Commercial banks are an important part of the financial system, especially for individuals’ borrowing and for the financing of small and medium-sized businesses. But there is an inherent fragility in banking because some bank assets are illiquid while the key bank liability, demand deposits, can be withdrawn at any time. Rules and regulations that attempt to address this fragility include capital ratio requirements, government oversight, and deposit insurance. Nonetheless, banks can fail, as shown by recent events. These failures highlight the importance of banks’ risk management, the role of oversight and regulation, and the threats to the overall economy from bank runs and bank fragility.
There is an inherent fragility in banking: some bank assets are illiquid while the key bank liability, demand deposits, can be withdrawn at any time.
- The business model for commercial banks is inherently fragile because of the illiquidity of bank assets as compared to their liabilities. Commercial banks accept deposits and use them to make loans and invest in financial assets. Banks only keep enough cash on hand to cover a relatively small proportion of deposits. Their demand deposits can be withdrawn at will by the bank’s depositors while many of the banks’ assets, such as loans, cannot be quickly or easily converted to cash. A bank that faces enough depositor withdrawal requests will have to find ways to convert assets – potentially very illiquid assets – into cash. Liquidation of illiquid assets is costly and banks may have to sell these assets at fire-sale prices. Depositors have an incentive to withdraw assets when banks are perceived to be troubled because the first withdrawal requests are more likely to be met than subsequent ones. In this way, a bank run can become self-amplifying as depositors race to withdraw their funds. Bank runs that lead to bank closures and cause a credit crunch contribute to overall economic weakness, and even, in the case of the Great Depression, to deep economic downturns.

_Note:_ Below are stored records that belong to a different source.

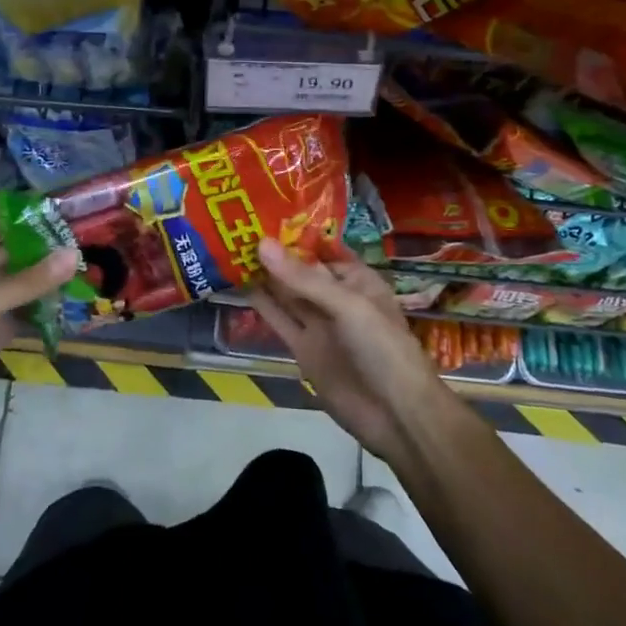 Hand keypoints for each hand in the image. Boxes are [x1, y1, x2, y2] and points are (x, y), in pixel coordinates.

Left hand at [0, 213, 76, 442]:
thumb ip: (26, 282)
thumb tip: (73, 254)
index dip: (28, 213)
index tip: (68, 207)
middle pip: (14, 250)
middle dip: (47, 244)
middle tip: (91, 236)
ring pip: (23, 281)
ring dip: (50, 275)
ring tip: (92, 264)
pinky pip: (26, 310)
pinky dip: (47, 305)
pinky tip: (77, 300)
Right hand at [247, 238, 451, 462]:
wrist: (396, 415)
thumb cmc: (383, 348)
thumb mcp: (347, 305)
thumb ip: (303, 278)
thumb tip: (261, 244)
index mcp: (356, 280)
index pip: (321, 249)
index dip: (294, 232)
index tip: (260, 210)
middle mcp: (335, 298)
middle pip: (299, 270)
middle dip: (273, 252)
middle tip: (235, 225)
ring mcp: (318, 324)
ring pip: (286, 294)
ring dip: (262, 274)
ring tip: (229, 247)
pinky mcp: (303, 349)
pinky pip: (279, 321)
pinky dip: (260, 304)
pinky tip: (237, 284)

- Banks can also face solvency problems. While illiquidity reflects an inability to meet short-term obligations, insolvency reflects an inability to meet longer term obligations. For example, a bank may become insolvent if it holds nonperforming loans that cannot be paid back at their full value. A bank could also become insolvent if it holds bonds and the prices of those bonds fall because of rising market interest rates (interest rates and bond prices are inversely related). Solvency problems can lead to liquidity problems if depositors’ concerns about their ability to withdraw their funds ignite a bank run.
- Bank management must weigh expected profitability against solvency and liquidity considerations. Banks’ profits come from interest received from loans and returns on other assets they hold. But these assets are illiquid and they can be risky. Managing bank risk while attempting to maximize profits requires managing, among other potential pitfalls, interest rate risks (which will manifest when interest rates rise so the value of bonds fall), credit risks (the risk that loans or bonds are not repaid in full), and risks related to deposit dynamics (particularly the risk that large numbers of depositors will decide to withdraw funds at the same time).

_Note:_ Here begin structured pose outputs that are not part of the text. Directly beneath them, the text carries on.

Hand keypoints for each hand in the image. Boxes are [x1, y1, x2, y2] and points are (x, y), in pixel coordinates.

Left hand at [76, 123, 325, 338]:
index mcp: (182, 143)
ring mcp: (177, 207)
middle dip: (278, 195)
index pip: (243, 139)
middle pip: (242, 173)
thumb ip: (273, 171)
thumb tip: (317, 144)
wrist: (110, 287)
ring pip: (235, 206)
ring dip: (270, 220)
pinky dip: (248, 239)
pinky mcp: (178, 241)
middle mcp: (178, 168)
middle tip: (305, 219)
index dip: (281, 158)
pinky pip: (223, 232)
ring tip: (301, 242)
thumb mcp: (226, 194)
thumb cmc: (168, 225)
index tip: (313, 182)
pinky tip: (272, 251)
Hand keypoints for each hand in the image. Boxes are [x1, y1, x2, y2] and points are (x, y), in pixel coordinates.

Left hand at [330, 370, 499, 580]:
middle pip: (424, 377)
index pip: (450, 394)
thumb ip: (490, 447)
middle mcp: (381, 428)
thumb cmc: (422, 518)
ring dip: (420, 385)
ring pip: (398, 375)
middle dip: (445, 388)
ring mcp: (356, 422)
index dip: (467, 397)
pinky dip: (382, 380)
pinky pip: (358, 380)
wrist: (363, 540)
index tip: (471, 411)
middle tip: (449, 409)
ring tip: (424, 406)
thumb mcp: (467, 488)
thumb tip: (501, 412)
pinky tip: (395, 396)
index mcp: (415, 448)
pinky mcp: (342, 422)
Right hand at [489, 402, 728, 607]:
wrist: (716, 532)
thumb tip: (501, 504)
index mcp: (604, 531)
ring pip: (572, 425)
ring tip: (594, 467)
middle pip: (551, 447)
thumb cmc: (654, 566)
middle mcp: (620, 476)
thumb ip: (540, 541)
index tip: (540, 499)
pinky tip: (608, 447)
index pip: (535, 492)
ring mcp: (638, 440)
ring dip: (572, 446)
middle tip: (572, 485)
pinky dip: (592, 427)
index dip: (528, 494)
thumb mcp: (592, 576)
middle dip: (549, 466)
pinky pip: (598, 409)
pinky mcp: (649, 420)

- Rules and regulations attempt to make banks more stable. Banks may be required to keep a certain proportion of the value of their deposits in cash – what is known as the reserve requirement. It is worth noting that reserve requirements for U.S. banks have been set to zero since 2020. Banks are also required to hold some proportion of their assets in investments that can be easily converted to cash. Large banks (currently those with more than $250 billion in assets), the so-called Systemically Important Financial Institutions (SIFIs), are subject to regular stress tests that analyze bank liquidity and solvency under alternative stress scenarios. Smaller banks can be subject to these stress tests as well, at the discretion of bank regulators. Another important rule that aids bank stability is deposit insurance – the government guarantee to backstop certain deposits in case of bank failure. The Federal Deposit Insurance Corporation (FDIC) guarantees deposits up to $250,000, although during the recent bank crisis deposits in excess of this level at closed banks have also been explicitly guaranteed. These guarantees are funded through premiums paid by banks and savings associations for deposit insurance coverage. The premiums paid by banks go into the FDIC’s Deposit Insurance Fund which had $128 billion in assets at the end of 2022. In addition to those assets, the FDIC’s guarantees are backed by the full faith and credit of the United States government. The Federal Reserve also offers “Discount window” lending that enables banks with short-term or seasonal liquidity shortages to receive collateralized loans so that banks can weather temporary liquidity strains without having to sell off illiquid assets.
- Recent bank failures reflect the challenges of bank fragility. On March 8, 2023, Silvergate Capital, a cryptocurrency-focused bank, announced it would cease operations and liquidate its assets after it suffered a bank run. Two days later, Silicon Valley Bank (SVB) failed. SVB was vulnerable because during a phase of rapid growth it moved its asset base away from loans and toward longer-term fixed-income securities whose values fell as interest rates rose. This drop in asset value coincided with a slowdown in the startup and technology business environment that increased the liquidity needs of its highly-concentrated depositor base. Additionally, an extremely high proportion of this bank’s deposits were in excess of the $250,000 FDIC insurance limits, and these large depositors tended to share business and social links, so news of panicked withdrawals traveled quickly among the banks’ depositors and ignited a run. SVB was seized by California banking regulators on March 10, 2023. Signature Bank, also experiencing a run, was shut down by federal regulators that weekend. Signature Bank also had a large share of deposits in excess of the FDIC limit of $250,000. Depositors at that bank may also have been concerned because of the bank’s heavy involvement in real estate and in cryptocurrency markets, both of which have not fared well recently.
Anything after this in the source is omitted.